Multithreading and multiprocessing are two ways to achieve multitasking (think distributed computing) in Python. Multitasking is useful for running functions and code concurrently or in parallel, such as breaking down mathematical computation into multiple, smaller parts, or splitting items in a for loop if they are independent of each other. 

Multithreading vs. Multiprocessing Defined

  • Multithreading: This refers to the ability of a processor to execute multiple threads concurrently, where each thread runs a process.
  • Multiprocessing: This refers to the ability of a system to run multiple processors in parallel, where each processor can run one or more threads.

This article will introduce and compare the differences between multithreading and multiprocessing, when to use each method and how to implement them in Python.

Here’s what we’ll cover:

  1. Multithreading vs. multiprocessing
  2. Multithreading as a Python function
  3. Multithreading as a Python class
  4. Multiprocessing as a Python function

 

Multithreading vs. Multiprocessing

Multithreading refers to the ability of a processor to execute multiple threads concurrently, where each thread runs a process. 

Multiprocessing refers to the ability of a system to run multiple processors in parallel, where each processor can run one or more threads.

multithreading and multiprocessing illustrated figures
Multithreading vs. Multiprocessing illustration. | Image by author

From the diagram above, we can see that in multithreading (middle diagram), multiple threads share the same code, data and files but run on a different register and stack. Multiprocessing (the right diagram) multiplies a single processor, replicating the code, data and files, which incurs more overhead.

More on PythonPytest vs. Unittest: A Comparison and Guide

 

Multithreading vs. Multiprocessing Advantages and Disadvantages

Multithreading is useful for IO-bound processes, such as reading files from a network or database since each thread can run the IO-bound process concurrently. Multiprocessing is useful for CPU-bound processes, such as computationally heavy tasks since it will benefit from having multiple processors; similar to how multicore computers work faster than computers with a single core.

There is a difference between concurrency and parallelism. Parallelism allows multiple tasks to execute at the same time, whereas concurrency allows multiple tasks to execute one at a time in an interleaving manner.

Due to Python global interpreter lock (GIL), only one thread can be executed at a time. Therefore, multithreading only achieves concurrency and not parallelism for IO-bound processes. On the other hand, multiprocessing achieves parallelism.

Using multithreading for CPU-bound processes might slow down performance due to competing resources that ensure only one thread can execute at a time, and overhead is incurred in dealing with multiple threads.

On the other hand, multiprocessing can be used for IO-bound processes. However, the overhead for managing multiple processes is higher than managing multiple threads as illustrated above.
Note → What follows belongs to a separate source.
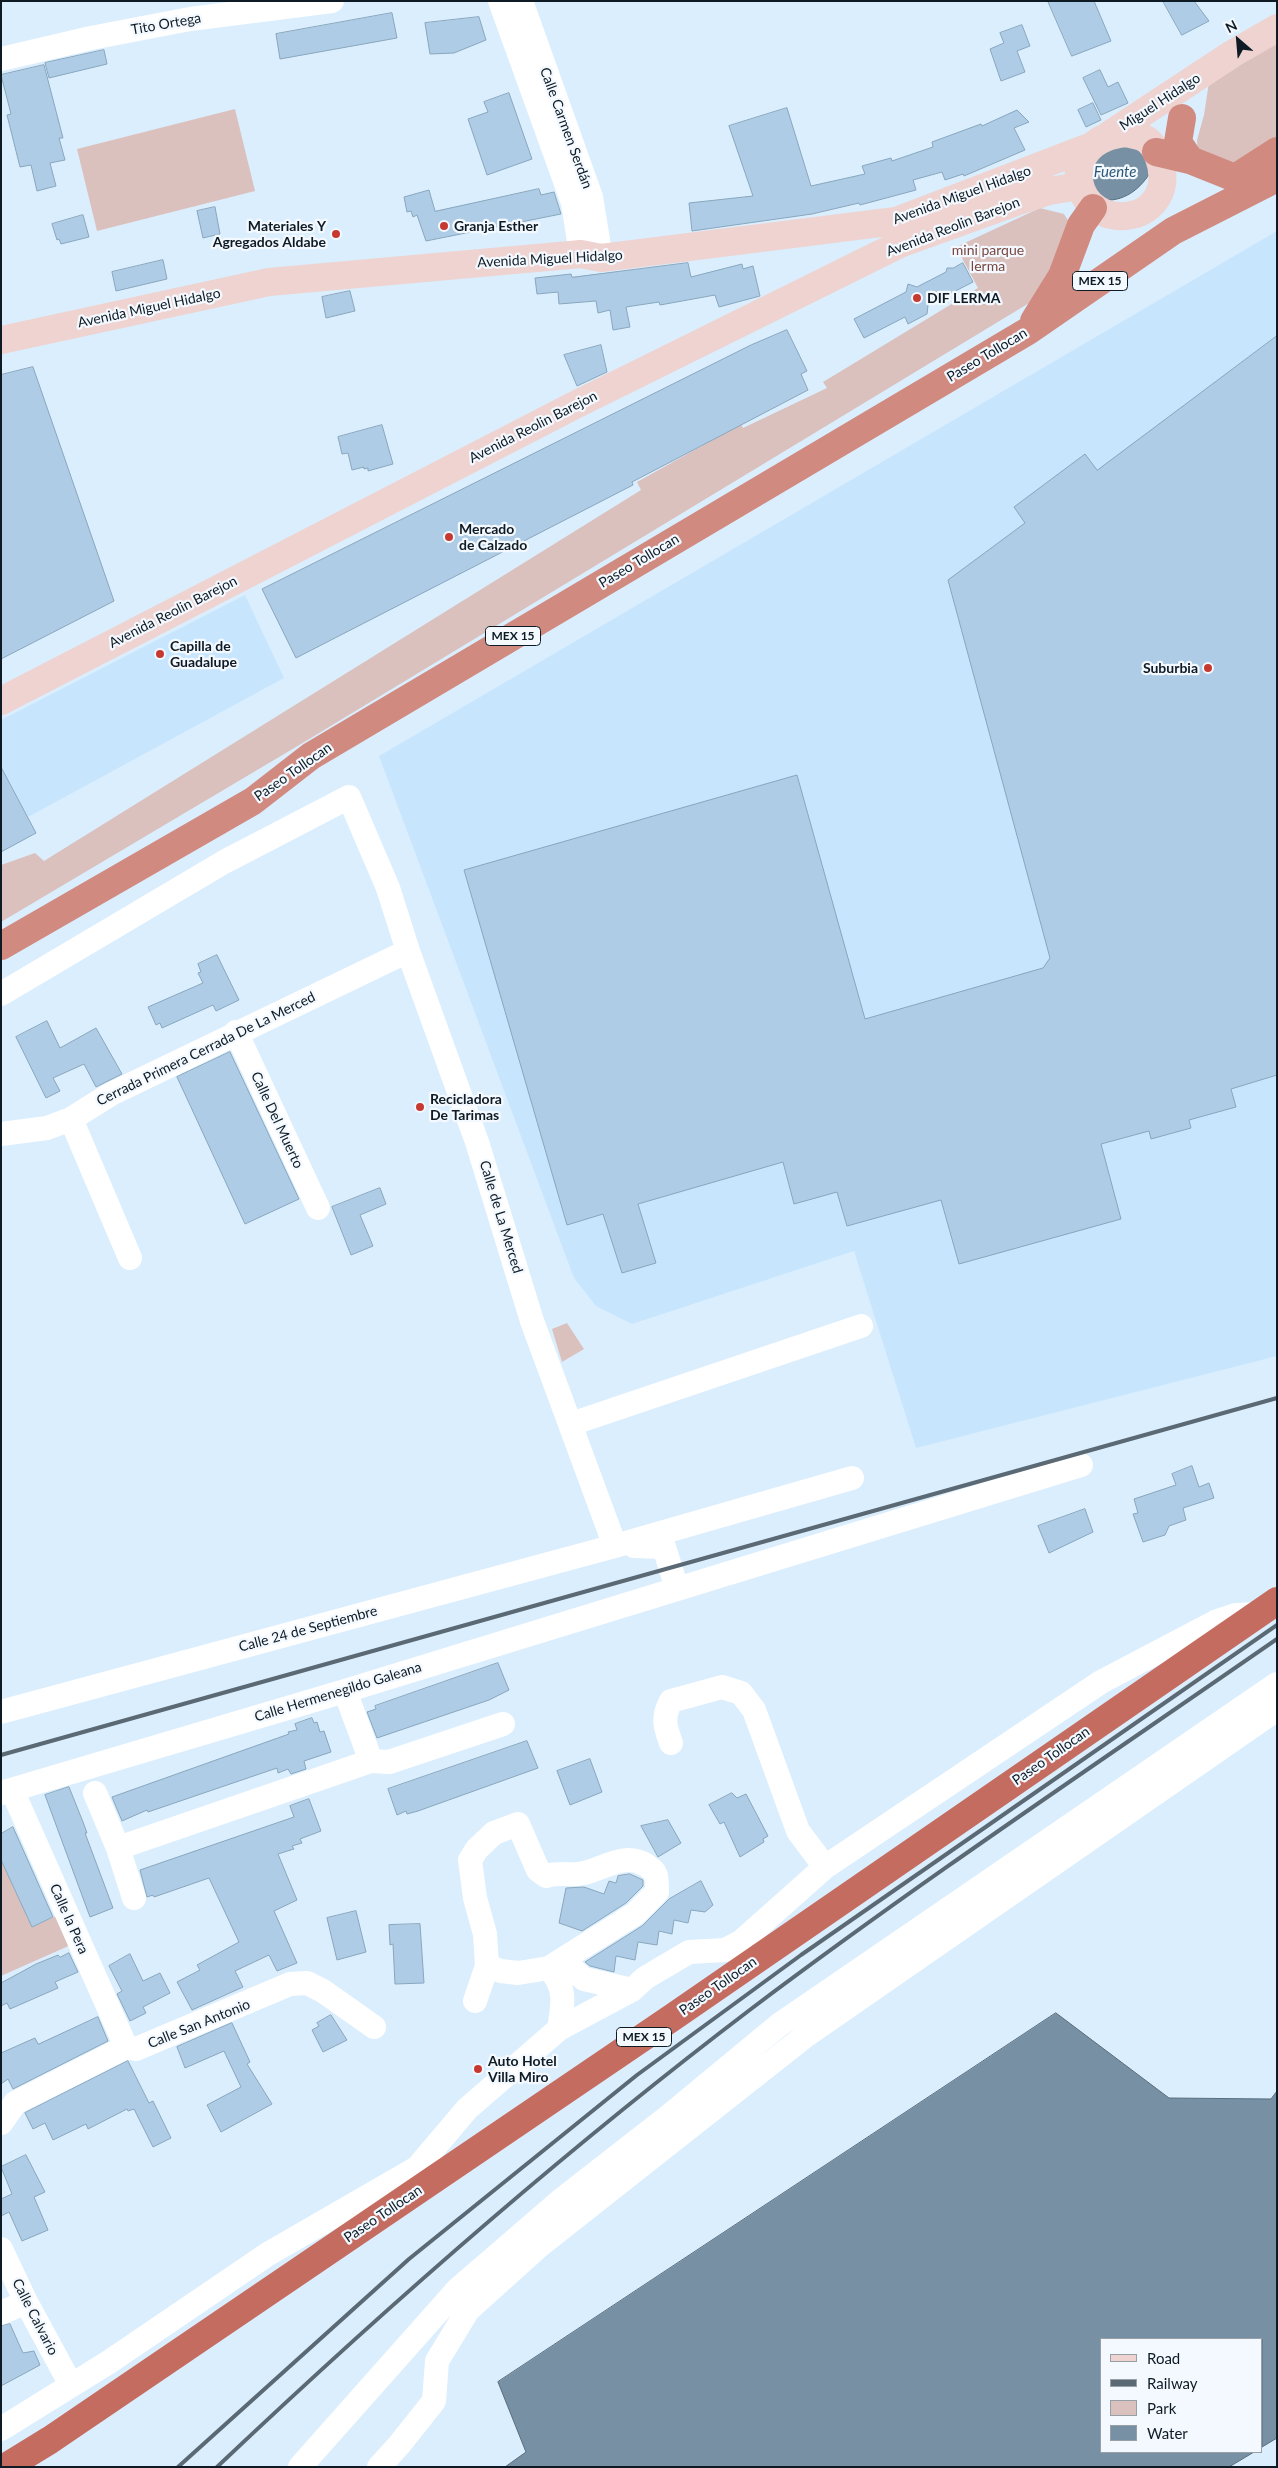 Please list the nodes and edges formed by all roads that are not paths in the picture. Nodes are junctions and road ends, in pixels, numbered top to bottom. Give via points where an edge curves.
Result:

You may notice that multiprocessing might lead to higher CPU utilization due to multiple CPU cores being used by the program, which is expected.

 

Multithreading as a Python Function

Multithreading can be implemented using the Python built-in library threading and is done in the following order:

  1. Create thread: Each thread is tagged to a Python function with its arguments.
  2. Start task execution.
  3. Wait for the thread to complete execution: Useful to ensure completion or ‘checkpoints.’

In the code snippet below, the steps above are implemented, together with a threading lock (Line 22) to handle competing resources which is optional in our case.

import os
import threading
import time


def task_sleep(sleep_duration, task_number, lock):
    lock.acquire()
    # Perform operation that require a common data/resource
    lock.release()

    time.sleep(sleep_duration)
    print(f"Task {task_number} done (slept for {sleep_duration}s)! "
          f"Main thread: {threading.main_thread().name}, "
          f"Current thread: {threading.current_thread().name}, "
          f"Process ID: {os.getpid()}")


if __name__ == "__main__":
    time_start = time.time()

    # Create lock (optional)
    thread_lock = threading.Lock()

    # Create thread
    t1 = threading.Thread(target=task_sleep, args=(2, 1, thread_lock))
    t2 = threading.Thread(target=task_sleep, args=(2, 2, thread_lock))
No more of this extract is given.